Data Quality & the Hidden Challenge of Data Decay
The first step to ensuring that data can be turned into insights effectively is to begin with high-quality data. Often the best way to start is with a benchmarking exercise to assess the current health of the data (for more on data benchmarking, read Knowing Where You Stand: Data Benchmarking & the Importance of Understanding the Status of Your Data).
Once you have a sense of where your data stands, you can undertake gap filling and data collection efforts to improve the base data quality. Key to this process is the exercise of identifying those fields that are most essential to running and improving the organization. Insights are only as good as the data underlying them, and data is only as good as the strategy that surrounds it.
Ensuring that an organization has high-quality data is not, however, a one-and-done exercise. One of the hidden challenges of data quality is data decay: when data becomes less usable over time due to natural shifts and changes within a customer or member base. According to Quadient, data decays at an average rate of 2% per month—with a whopping 25% to 30% of an organization’s contact data slated to go bad each year. That means that maintaining high data quality for maximum insight requires regular check-ins and data collection points to ensure that data stays up to date.

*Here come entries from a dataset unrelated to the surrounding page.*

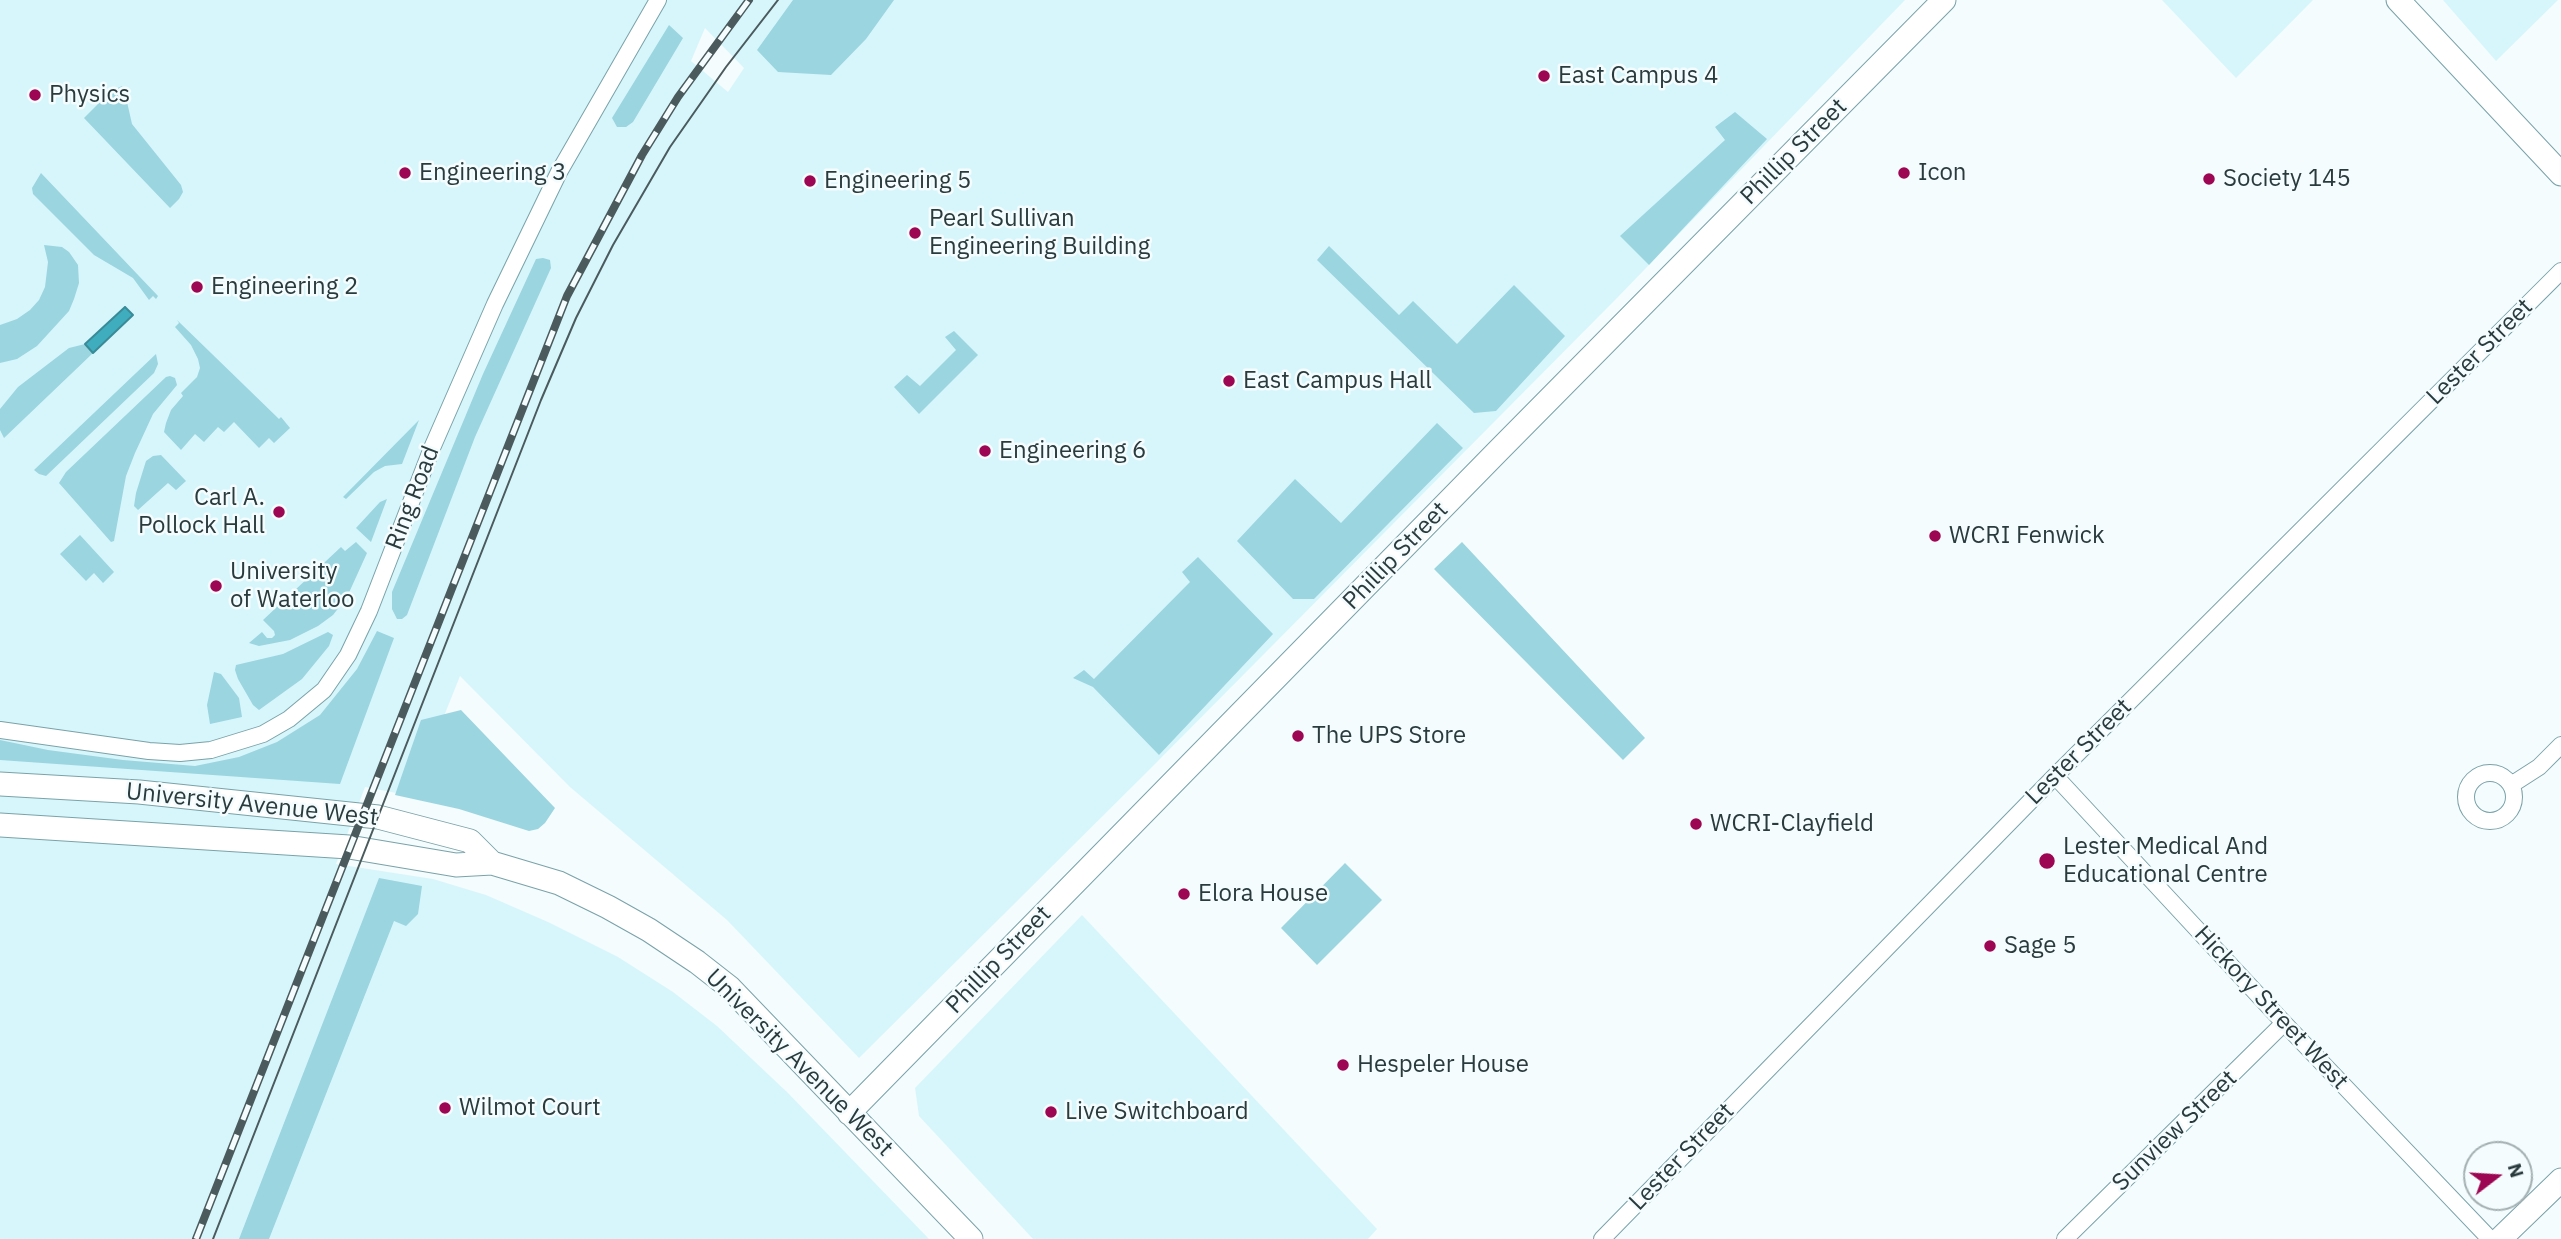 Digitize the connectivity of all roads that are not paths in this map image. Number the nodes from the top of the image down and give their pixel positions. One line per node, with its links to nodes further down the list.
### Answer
1 (658, 0): 6 (street, Ring Road)
2 (1944, 0): 14 (main road, Phillip Street)
3 (2398, 0): 4 (main road)
4 (2561, 174)
5 (2561, 271): 8 (street, Lester Street)
6 (0, 730)
7 (2561, 745): 10 (street)
8 (2054, 776): 13 (street, Hickory Street West); 17 (street, Lester Street)
9 (0, 784): 12 (main road, University Avenue West)
10 (2511, 785)
11 (0, 825): 12 (main road, University Avenue West)
12 (492, 863): 14 (main road, University Avenue West)
13 (2284, 1023): 18 (street, Sunview Street); 19 (street, Hickory Street West)
14 (849, 1113): 16 (main road, University Avenue West)
15 (2561, 1180): 20 (main road)
16 (971, 1239)
17 (1602, 1239)
18 (2065, 1239)
19 (2490, 1239)
20 (2500, 1239) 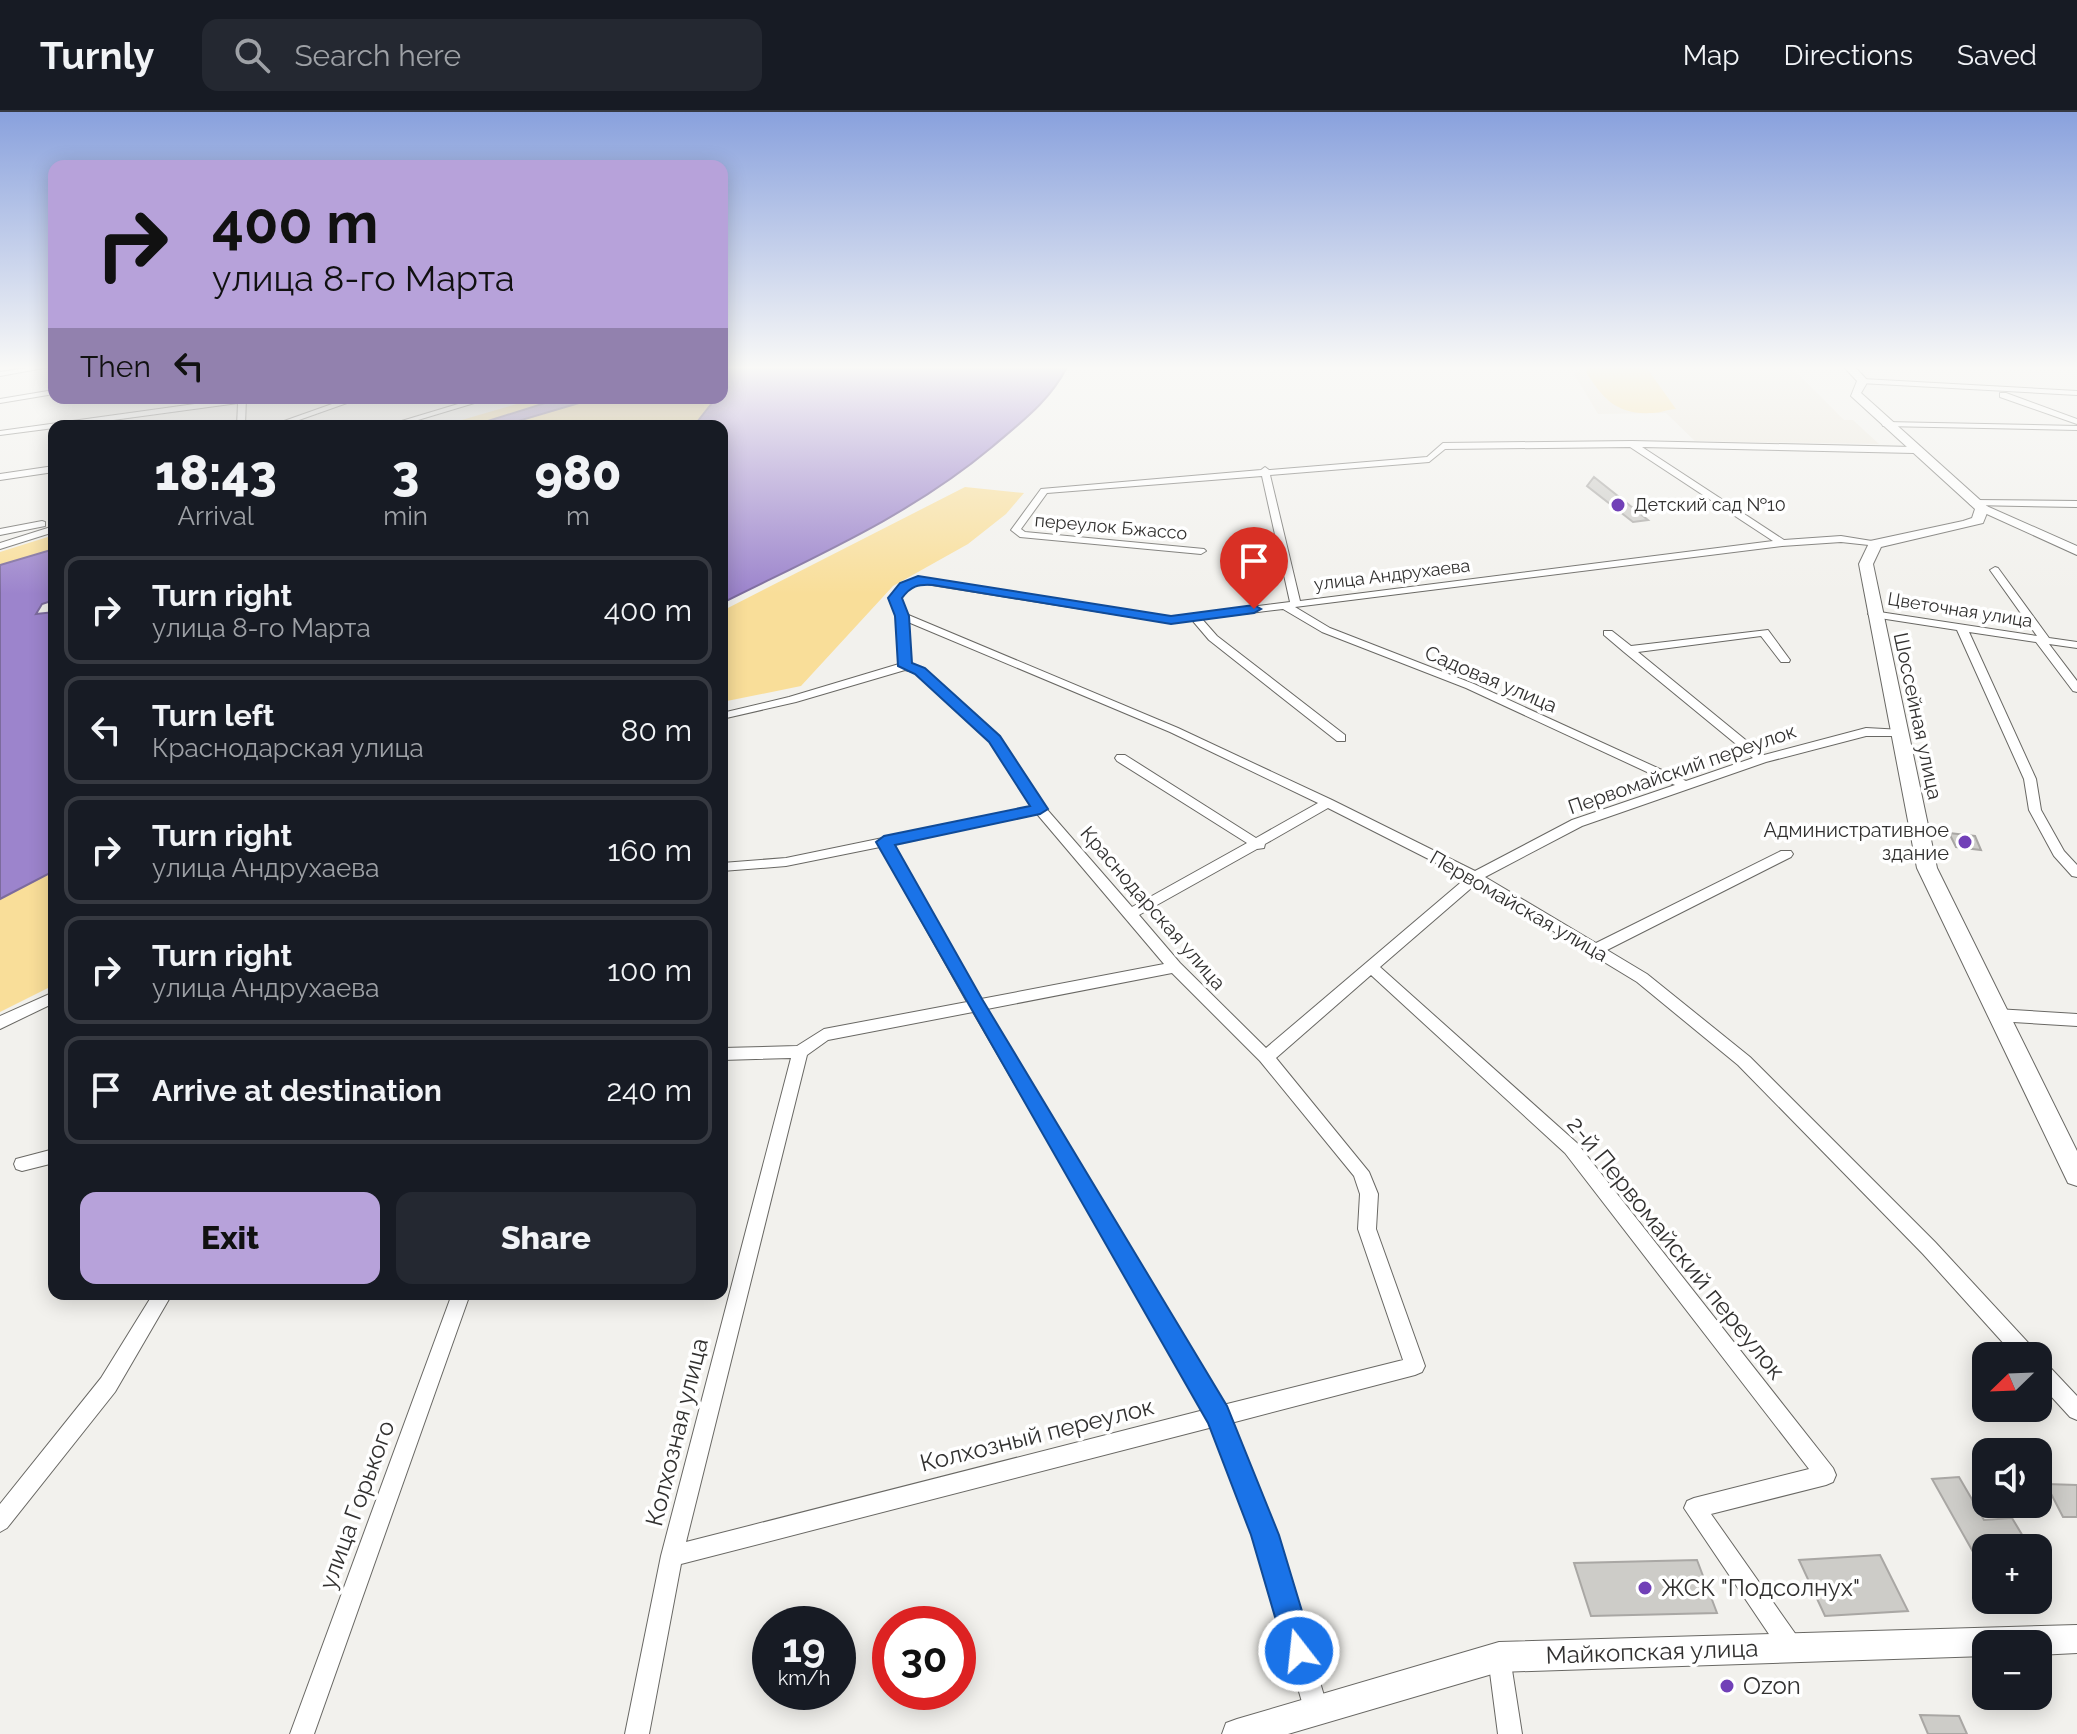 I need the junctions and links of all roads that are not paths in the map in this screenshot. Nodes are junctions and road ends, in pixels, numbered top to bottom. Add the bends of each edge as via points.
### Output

Making the Most of Your Data: Connecting Data to Insight & Overcoming Data Silos
Maintaining up-to-date, high-quality data is only half the battle. In order to make the most of your data, it must be connected to the organization’s strategic goals. Additionally, the various segments of data need to be connected to one another. Connecting data to organizational goals requires careful forethought about organizational priorities, which metrics are most important to measure progress, which questions or segments are of particular interest, and how data will be presented and used to support decision making. Doing so will ensure that insights derived from data—and the subsequent actions taken—will result in progress toward achieving organizational goals.
Once an organization has agreed upon its data priorities and strategy, the next challenge is to ensure that it is taking advantage of all of its data by breaking down and avoiding data silos. In 2017, the number of companies storing more than 100 terabytes of data nearly doubled, but the insights organizations are extracting represent only a small subset of all data available, says Boris Evelson, VP and principal analyst at Forrester Research. He ventures that roughly 10% to 20% of a company’s overall data is being tapped for analytics and insight—taking into account structured and unstructured as well as internal and external data. Being able to combine disparate data sources is key to producing an accurate and robust analysis to meet organizational needs (for more, read How to Overcome Data Silos to Strengthen Customer Experience).
Though turning data into insight requires effort and forethought and often presents challenges to overcome, the payoffs are huge. The Forrester statistics are a reminder that organizations cannot afford to roll the dice on their future success by leaving their data by the wayside.